En definitiva, Túnez sucumbe más despacio y con menos violencia a la dinámica contrarrevolucionaria regional. La buena noticia es que se han celebrado elecciones y que la resistencia al retorno -desde la abstención y desde el voto a Marzouki- se ha revelado más numerosa que el deseo de seguridad de las clases medias e intelectuales. Pero no nos engañemos. La desesperación económica, política y social que alimenta la abstención, y la conciencia democrática que ha respaldado al presidente saliente, no cuentan en estos momentos con ninguna organización o proyecto político en los que apoyarse. Ante la defección de la izquierda del Frente Popular, sólo Ennahda podría movilizar ese descontento y esos temores, pero precisamente Ennahda está contra las cuerdas. Detrás de la indudable elegancia y responsabilidad democrática de Rachid Ghanouchi hay una tentativa temerosa, llena de malos recuerdos, de salvar los muebles. La alternativa es simple: o hacen concesiones confiando en que así se les conceda un pedacito del pastel en una democracia fuertemente vigilada o -mejor dicho- en una dictadura mal disfrazada, o fuerzan la situación y sumergen el país en la guerra civil y el caos. Una situación que recuerda mucho sin duda a la de la transición democrática en el Estado español, pero en el norte de Africa y en medio de un terremoto regional.

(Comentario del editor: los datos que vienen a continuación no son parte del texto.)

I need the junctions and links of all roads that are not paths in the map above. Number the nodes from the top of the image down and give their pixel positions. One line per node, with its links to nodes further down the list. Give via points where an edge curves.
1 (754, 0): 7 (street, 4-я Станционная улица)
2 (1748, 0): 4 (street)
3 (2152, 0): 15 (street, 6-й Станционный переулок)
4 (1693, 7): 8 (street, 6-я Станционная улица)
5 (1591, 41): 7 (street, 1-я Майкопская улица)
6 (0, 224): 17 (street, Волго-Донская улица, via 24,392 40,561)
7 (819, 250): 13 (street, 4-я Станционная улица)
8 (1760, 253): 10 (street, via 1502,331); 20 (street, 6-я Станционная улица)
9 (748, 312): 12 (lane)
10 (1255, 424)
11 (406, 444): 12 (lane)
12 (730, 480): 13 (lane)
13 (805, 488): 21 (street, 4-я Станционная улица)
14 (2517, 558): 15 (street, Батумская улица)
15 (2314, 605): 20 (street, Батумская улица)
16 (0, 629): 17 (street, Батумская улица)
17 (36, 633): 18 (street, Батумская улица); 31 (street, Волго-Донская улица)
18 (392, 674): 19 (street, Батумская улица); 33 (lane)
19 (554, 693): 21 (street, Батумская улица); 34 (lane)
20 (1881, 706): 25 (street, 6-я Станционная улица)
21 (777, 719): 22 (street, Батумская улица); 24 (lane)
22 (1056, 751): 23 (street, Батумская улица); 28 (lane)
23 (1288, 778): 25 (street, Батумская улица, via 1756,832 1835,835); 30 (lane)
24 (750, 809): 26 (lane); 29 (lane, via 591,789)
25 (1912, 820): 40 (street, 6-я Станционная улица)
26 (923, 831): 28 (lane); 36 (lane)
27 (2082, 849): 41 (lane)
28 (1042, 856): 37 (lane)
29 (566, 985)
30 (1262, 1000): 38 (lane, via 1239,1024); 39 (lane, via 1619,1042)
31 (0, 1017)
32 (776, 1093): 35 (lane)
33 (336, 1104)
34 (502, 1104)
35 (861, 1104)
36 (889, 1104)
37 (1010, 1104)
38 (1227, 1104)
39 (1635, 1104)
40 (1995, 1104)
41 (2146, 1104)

Entre tanto despidamos con respeto a Moncef Marzouki, cuya partida este país lamentará demasiado tarde. Su delito fue comprender que la única manera de defender la democracia y la soberanía en el mundo árabe es integrar y democratizar a los islamistas moderados; y que la única alternativa a la democracia es el ciclo eterno, al que estamos volviendo, de dictadura, imperialismo y fascismo yihadista. Confiemos en que este enorme traspiés sirva al menos a los demócratas, los izquierdistas y los anti-imperialistas del mundo árabe para barrer del camino a esa vieja izquierda que ha salido de la historia por la misma puerta pequeña por la que ahora se une de nuevo a las miserias del pasado.